(Stored data entries)
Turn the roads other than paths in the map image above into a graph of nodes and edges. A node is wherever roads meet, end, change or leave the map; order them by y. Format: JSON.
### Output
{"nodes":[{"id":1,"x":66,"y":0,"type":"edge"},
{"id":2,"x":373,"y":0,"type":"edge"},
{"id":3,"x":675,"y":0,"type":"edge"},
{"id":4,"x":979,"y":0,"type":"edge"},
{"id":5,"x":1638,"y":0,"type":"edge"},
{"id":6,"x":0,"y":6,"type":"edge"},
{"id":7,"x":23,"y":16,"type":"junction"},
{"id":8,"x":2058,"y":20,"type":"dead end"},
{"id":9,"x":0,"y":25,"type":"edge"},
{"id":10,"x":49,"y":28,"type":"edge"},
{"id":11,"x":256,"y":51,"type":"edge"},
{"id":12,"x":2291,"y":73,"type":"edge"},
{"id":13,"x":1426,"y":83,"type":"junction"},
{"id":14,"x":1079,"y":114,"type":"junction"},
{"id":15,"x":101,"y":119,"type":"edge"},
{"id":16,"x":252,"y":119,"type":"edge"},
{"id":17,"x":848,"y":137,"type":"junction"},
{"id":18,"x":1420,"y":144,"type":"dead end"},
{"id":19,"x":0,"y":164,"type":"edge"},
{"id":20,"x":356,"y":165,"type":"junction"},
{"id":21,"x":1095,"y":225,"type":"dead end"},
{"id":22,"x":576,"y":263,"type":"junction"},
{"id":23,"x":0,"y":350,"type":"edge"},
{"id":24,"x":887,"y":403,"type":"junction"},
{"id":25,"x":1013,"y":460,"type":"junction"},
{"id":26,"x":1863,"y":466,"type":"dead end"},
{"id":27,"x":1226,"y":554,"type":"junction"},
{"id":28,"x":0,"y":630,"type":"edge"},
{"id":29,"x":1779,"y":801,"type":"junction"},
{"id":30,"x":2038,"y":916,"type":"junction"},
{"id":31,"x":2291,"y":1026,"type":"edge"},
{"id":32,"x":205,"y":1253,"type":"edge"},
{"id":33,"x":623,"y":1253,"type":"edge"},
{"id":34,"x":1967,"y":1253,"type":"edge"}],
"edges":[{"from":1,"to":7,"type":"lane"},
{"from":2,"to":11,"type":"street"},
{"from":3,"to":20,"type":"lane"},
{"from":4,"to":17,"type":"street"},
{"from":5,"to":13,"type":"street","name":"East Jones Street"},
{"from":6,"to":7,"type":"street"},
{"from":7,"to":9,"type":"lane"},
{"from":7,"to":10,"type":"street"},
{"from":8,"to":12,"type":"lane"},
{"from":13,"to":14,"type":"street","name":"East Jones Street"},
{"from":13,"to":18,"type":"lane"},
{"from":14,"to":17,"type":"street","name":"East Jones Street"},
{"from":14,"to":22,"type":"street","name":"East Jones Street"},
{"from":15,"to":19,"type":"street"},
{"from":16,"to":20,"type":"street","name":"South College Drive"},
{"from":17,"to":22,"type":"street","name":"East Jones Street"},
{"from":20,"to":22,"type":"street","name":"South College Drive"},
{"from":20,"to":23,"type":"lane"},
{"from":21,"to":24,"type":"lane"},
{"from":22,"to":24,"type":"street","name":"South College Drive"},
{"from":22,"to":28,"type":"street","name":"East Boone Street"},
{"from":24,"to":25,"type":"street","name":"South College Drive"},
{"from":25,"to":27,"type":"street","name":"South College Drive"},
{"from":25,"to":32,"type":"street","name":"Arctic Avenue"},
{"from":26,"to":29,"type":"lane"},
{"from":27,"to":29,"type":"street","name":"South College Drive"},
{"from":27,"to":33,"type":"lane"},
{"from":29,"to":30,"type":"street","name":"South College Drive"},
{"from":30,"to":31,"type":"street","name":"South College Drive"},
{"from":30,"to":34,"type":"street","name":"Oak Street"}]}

**Goal of the exercise:**
Return each line of the data exactly as it was given.

**Result of this exercise:**
Turn the roads other than paths in the map image above into a graph of nodes and edges. A node is wherever roads meet, end, change or leave the map; order them by y. Format: JSON.
### Output
{"nodes":[{"id":1,"x":66,"y":0,"type":"edge"},
{"id":2,"x":373,"y":0,"type":"edge"},
{"id":3,"x":675,"y":0,"type":"edge"},
{"id":4,"x":979,"y":0,"type":"edge"},
{"id":5,"x":1638,"y":0,"type":"edge"},
{"id":6,"x":0,"y":6,"type":"edge"},
{"id":7,"x":23,"y":16,"type":"junction"},
{"id":8,"x":2058,"y":20,"type":"dead end"},
{"id":9,"x":0,"y":25,"type":"edge"},
{"id":10,"x":49,"y":28,"type":"edge"},
{"id":11,"x":256,"y":51,"type":"edge"},
{"id":12,"x":2291,"y":73,"type":"edge"},
{"id":13,"x":1426,"y":83,"type":"junction"},
{"id":14,"x":1079,"y":114,"type":"junction"},
{"id":15,"x":101,"y":119,"type":"edge"},
{"id":16,"x":252,"y":119,"type":"edge"},
{"id":17,"x":848,"y":137,"type":"junction"},
{"id":18,"x":1420,"y":144,"type":"dead end"},
{"id":19,"x":0,"y":164,"type":"edge"},
{"id":20,"x":356,"y":165,"type":"junction"},
{"id":21,"x":1095,"y":225,"type":"dead end"},
{"id":22,"x":576,"y":263,"type":"junction"},
{"id":23,"x":0,"y":350,"type":"edge"},
{"id":24,"x":887,"y":403,"type":"junction"},
{"id":25,"x":1013,"y":460,"type":"junction"},
{"id":26,"x":1863,"y":466,"type":"dead end"},
{"id":27,"x":1226,"y":554,"type":"junction"},
{"id":28,"x":0,"y":630,"type":"edge"},
{"id":29,"x":1779,"y":801,"type":"junction"},
{"id":30,"x":2038,"y":916,"type":"junction"},
{"id":31,"x":2291,"y":1026,"type":"edge"},
{"id":32,"x":205,"y":1253,"type":"edge"},
{"id":33,"x":623,"y":1253,"type":"edge"},
{"id":34,"x":1967,"y":1253,"type":"edge"}],
"edges":[{"from":1,"to":7,"type":"lane"},
{"from":2,"to":11,"type":"street"},
{"from":3,"to":20,"type":"lane"},
{"from":4,"to":17,"type":"street"},
{"from":5,"to":13,"type":"street","name":"East Jones Street"},
{"from":6,"to":7,"type":"street"},
{"from":7,"to":9,"type":"lane"},
{"from":7,"to":10,"type":"street"},
{"from":8,"to":12,"type":"lane"},
{"from":13,"to":14,"type":"street","name":"East Jones Street"},
{"from":13,"to":18,"type":"lane"},
{"from":14,"to":17,"type":"street","name":"East Jones Street"},
{"from":14,"to":22,"type":"street","name":"East Jones Street"},
{"from":15,"to":19,"type":"street"},
{"from":16,"to":20,"type":"street","name":"South College Drive"},
{"from":17,"to":22,"type":"street","name":"East Jones Street"},
{"from":20,"to":22,"type":"street","name":"South College Drive"},
{"from":20,"to":23,"type":"lane"},
{"from":21,"to":24,"type":"lane"},
{"from":22,"to":24,"type":"street","name":"South College Drive"},
{"from":22,"to":28,"type":"street","name":"East Boone Street"},
{"from":24,"to":25,"type":"street","name":"South College Drive"},
{"from":25,"to":27,"type":"street","name":"South College Drive"},
{"from":25,"to":32,"type":"street","name":"Arctic Avenue"},
{"from":26,"to":29,"type":"lane"},
{"from":27,"to":29,"type":"street","name":"South College Drive"},
{"from":27,"to":33,"type":"lane"},
{"from":29,"to":30,"type":"street","name":"South College Drive"},
{"from":30,"to":31,"type":"street","name":"South College Drive"},
{"from":30,"to":34,"type":"street","name":"Oak Street"}]}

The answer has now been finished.